Patrick Duffy (born March 17, 1949) is an American actor and director widely known for his role on the CBS primetime soap opera Dallas, where he played Bobby Ewing, the youngest son of Miss Ellie, and the nicest brother of J.R. Ewing (played by Barbara Bel Geddes and Larry Hagman respectively) from 1978 to 1985 and from 1986 to 1991. Duffy returned to reprise his role as Bobby in a continuation of Dallas, which aired on TNT from 2012 to 2014. He is also well known for his role on the ABC sitcom Step by Step as Frank Lambert from 1991 to 1998, and for his role as Stephen Logan on the CBS daytime soap opera The Bold and the Beautiful (2006–2011). Duffy played the lead character's father in the 2014 NBC sitcom Welcome to Sweden.

Early life 
Duffy was born in Townsend, Montana, in 1949, the son of tavern owners Marie and Terence Duffy. Duffy is of Irish ancestry. During high school, Duffy was living in Everett, Washington, and attended Cascade High School. At Cascade, he participated in the Drama Club and the Pep Club, for which he was a Yell King. Academically, Duffy graduated from the University of Washington in 1971 with a degree in drama.  He ruptured both his vocal cords during his senior year of college, but was hired as actor-in-residence, where he worked as an interpreter for ballet, opera, and orchestra companies in Washington. He also taught mime and movement classes during this period. In a 2021 interview with David A. Weiner, Duffy credits his sister, an international champion diver, with teaching him the necessary swimming techniques for his first career break. She became a police officer in Seattle.

Career 

Duffy appeared in a Taco Bell commercial in the early 1970s playing an employee describing an Enchirito. In 1977, he landed the role of Mark Harris in the short-lived television series Man from Atlantis. Following the series' cancellation in early 1978, he got his big break in the role of Bobby Ewing, opposite Barbara Bel Geddes and Larry Hagman, on the prime-time soap opera Dallas. The show became a worldwide success. Despite its success, Duffy opted to leave the series in 1985 with his character being killed off onscreen. However, with both the show and his career on the decline, he returned in 1986 in the infamous shower scene that rendered the entire 1985–1986 season "just a dream." Duffy then remained with the series until its cancellation in 1991. He also appeared in several episodes of the spin-off series Knots Landing between 1979 and 1982. Throughout the 13-year run of Dallas, Duffy directed several episodes of the series. 
Along with Dallas fame, Duffy has also tried his hand at singing, and in 1983, he had a hit in Europe with "Together We're Strong", a duet with French female singer Mireille Mathieu. The single reached No. 5 in the Netherlands in April 1983.
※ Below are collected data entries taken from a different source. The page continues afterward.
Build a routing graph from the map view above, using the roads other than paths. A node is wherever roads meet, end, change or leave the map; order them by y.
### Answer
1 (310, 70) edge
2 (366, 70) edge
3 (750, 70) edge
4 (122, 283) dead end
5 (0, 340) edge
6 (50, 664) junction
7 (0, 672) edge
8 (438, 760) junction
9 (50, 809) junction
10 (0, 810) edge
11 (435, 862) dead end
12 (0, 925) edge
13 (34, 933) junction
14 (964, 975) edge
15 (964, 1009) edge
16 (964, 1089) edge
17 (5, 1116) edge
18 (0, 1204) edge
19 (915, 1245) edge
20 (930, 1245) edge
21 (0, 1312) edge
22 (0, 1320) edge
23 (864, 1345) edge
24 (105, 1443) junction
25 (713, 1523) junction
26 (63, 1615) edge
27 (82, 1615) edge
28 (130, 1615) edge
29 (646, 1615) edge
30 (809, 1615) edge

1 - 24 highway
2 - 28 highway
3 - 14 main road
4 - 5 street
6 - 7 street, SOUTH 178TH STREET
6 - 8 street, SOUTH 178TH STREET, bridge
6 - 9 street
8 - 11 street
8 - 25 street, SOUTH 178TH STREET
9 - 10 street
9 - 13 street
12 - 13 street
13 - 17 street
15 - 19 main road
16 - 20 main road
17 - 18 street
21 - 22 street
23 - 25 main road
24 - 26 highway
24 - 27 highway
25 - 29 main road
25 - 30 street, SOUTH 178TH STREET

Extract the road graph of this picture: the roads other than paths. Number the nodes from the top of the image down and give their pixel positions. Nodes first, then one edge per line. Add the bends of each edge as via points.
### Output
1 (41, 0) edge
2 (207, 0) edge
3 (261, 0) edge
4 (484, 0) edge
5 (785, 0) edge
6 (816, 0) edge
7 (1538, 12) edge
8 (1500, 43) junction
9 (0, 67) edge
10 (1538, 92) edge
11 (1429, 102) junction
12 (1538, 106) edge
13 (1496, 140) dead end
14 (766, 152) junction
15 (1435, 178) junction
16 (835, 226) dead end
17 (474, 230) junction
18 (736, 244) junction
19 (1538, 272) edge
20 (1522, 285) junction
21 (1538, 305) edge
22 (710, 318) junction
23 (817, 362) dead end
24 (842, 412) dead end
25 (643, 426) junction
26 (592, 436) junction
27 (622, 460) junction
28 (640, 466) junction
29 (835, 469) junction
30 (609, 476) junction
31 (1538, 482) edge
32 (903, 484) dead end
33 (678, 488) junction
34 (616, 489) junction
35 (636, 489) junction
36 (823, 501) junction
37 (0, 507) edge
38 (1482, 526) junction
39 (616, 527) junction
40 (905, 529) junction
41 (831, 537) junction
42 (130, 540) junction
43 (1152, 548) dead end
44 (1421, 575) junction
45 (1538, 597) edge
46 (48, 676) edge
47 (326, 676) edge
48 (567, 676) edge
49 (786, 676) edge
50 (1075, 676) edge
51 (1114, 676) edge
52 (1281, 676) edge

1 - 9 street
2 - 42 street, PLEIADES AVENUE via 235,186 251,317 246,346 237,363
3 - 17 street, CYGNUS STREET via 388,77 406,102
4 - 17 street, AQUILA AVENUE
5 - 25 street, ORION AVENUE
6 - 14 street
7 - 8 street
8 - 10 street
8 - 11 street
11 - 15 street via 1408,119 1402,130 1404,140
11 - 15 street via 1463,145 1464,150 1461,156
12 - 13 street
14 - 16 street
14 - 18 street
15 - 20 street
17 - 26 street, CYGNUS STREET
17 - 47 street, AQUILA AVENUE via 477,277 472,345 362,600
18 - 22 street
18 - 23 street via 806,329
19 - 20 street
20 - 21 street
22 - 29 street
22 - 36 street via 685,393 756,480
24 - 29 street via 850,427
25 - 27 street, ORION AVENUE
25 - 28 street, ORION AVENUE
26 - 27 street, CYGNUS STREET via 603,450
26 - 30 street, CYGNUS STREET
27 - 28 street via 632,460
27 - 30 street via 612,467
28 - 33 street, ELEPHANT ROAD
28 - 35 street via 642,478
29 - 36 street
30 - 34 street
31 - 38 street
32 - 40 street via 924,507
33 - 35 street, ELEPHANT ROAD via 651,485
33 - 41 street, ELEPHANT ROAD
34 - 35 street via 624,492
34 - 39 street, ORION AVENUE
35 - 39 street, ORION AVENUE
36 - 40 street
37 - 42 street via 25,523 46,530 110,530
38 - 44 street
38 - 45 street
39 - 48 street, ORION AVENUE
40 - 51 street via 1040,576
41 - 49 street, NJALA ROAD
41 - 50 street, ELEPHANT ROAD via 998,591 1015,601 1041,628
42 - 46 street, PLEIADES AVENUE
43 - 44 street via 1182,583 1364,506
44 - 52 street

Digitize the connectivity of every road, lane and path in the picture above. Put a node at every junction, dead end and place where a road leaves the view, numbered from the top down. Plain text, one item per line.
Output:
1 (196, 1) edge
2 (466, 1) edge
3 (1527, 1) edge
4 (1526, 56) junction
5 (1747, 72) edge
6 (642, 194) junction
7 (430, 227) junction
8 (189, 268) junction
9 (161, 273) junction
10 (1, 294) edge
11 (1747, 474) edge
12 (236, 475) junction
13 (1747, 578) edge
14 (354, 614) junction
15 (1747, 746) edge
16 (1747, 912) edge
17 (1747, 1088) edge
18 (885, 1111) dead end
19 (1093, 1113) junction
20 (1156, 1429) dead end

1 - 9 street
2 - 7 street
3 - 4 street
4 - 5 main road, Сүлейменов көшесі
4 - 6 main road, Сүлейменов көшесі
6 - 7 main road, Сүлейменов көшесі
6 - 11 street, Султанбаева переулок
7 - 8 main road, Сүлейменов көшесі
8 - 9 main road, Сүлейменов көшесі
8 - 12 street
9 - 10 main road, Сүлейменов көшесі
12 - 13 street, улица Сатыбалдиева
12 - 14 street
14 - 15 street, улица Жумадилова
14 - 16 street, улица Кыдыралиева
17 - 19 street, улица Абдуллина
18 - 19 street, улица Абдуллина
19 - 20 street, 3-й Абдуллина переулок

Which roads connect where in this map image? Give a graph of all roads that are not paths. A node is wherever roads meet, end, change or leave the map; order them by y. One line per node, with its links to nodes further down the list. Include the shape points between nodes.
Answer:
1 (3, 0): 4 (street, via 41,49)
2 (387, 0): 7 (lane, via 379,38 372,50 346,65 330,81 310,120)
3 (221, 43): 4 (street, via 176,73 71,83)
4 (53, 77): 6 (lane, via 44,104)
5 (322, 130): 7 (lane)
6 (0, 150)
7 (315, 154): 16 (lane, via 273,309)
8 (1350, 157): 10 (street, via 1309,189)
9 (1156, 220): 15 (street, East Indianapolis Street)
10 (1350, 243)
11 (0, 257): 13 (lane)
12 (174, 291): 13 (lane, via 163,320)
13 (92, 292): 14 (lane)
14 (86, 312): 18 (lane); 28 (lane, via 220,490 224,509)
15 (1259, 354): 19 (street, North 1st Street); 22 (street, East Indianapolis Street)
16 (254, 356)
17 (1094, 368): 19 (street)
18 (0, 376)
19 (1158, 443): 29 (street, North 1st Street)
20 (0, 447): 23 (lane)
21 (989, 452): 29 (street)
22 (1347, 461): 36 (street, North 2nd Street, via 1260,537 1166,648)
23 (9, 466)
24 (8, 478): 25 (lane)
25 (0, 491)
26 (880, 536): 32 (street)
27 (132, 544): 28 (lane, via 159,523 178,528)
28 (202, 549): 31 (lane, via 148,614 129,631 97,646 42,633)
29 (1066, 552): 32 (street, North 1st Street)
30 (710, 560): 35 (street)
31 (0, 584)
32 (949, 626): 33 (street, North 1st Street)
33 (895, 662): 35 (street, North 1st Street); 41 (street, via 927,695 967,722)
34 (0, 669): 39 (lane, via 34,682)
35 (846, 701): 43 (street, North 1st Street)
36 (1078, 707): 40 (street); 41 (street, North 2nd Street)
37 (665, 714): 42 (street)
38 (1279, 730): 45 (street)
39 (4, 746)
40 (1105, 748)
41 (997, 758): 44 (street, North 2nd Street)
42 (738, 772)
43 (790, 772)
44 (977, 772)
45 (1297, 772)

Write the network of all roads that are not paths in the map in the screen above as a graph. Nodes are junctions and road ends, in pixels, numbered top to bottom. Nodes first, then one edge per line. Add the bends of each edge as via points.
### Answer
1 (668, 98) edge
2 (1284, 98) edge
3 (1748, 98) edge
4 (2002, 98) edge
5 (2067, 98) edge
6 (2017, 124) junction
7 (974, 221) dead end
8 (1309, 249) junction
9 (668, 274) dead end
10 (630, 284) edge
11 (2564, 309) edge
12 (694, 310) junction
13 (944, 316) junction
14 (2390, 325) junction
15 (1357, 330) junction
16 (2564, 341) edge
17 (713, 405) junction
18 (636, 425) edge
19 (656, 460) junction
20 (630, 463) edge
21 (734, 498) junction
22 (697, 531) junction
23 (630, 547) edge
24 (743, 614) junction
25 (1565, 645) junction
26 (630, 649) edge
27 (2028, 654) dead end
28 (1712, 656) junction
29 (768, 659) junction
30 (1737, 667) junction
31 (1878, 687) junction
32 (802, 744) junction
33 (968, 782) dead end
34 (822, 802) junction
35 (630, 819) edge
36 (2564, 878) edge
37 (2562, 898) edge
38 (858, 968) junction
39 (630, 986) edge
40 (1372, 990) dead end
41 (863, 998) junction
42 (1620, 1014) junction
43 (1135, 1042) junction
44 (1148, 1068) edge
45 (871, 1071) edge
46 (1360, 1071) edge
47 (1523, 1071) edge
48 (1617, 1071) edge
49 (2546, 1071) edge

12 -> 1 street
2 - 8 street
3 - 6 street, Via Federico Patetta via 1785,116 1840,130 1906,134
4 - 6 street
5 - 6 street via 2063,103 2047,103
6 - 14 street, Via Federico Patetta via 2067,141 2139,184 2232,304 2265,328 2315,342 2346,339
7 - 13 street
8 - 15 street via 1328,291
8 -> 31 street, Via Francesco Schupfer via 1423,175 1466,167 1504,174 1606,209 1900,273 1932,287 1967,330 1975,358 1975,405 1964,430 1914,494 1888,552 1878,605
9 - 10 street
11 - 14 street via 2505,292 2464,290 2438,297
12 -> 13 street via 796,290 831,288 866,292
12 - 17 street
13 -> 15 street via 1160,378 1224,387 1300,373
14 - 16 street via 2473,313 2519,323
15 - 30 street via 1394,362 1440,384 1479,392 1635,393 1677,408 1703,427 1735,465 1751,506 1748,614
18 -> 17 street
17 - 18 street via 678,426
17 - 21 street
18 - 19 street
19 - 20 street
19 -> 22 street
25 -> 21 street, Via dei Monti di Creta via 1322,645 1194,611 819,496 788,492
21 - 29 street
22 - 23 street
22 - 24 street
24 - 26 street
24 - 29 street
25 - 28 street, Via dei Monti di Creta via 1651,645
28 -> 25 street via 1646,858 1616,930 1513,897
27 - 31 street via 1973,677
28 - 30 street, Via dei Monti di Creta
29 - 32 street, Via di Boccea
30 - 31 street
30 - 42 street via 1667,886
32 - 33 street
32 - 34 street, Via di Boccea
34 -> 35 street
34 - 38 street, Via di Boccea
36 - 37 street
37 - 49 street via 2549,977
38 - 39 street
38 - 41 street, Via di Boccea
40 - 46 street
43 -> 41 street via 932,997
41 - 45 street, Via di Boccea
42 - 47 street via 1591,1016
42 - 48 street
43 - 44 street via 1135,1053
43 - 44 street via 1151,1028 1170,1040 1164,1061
At the end of Dallas run in 1991, Duffy began another television role, as Frank Lambert on the family sitcom, Step by Step in which he co-starred with Suzanne Somers. The series ran until 1998, and Duffy also directed numerous episodes. Also in the 1990s, he appeared in two Dallas reunion television films; J.R. Returns (1996) and War of the Ewings (1998), both of which he also co-produced. He has reunited on several occasions with many of his Dallas co-stars both onscreen and off, most notably for the non-fiction television special Dallas Reunion: Return to Southfork in 2004. Duffy later continued to act in occasional guest or voice acting appearances, including the series Family Guy (in which he appeared in a live action scene with Victoria Principal as they spoofed the Dallas shower scene), as well as Justice League and Touched by an Angel. Duffy starred in the television films Falling in Love With the Girl Next Door and Desolation Canyon.  In 2006, he began a recurring role on the daytime soap opera The Bold and the Beautiful as Stephen Logan. From April to July 2008, he hosted Bingo America, a partially interactive game show on GSN.

Duffy reprised his role as Bobby Ewing in TNT's continuation series of Dallas. The series aired from 2012 to 2014.

Duffy played a surreal double of Bobby Ewing in the experimental documentary Hotel Dallas, directed by artist duo Ungur & Huang. The film premiered at the 2016 Berlin International Film Festival.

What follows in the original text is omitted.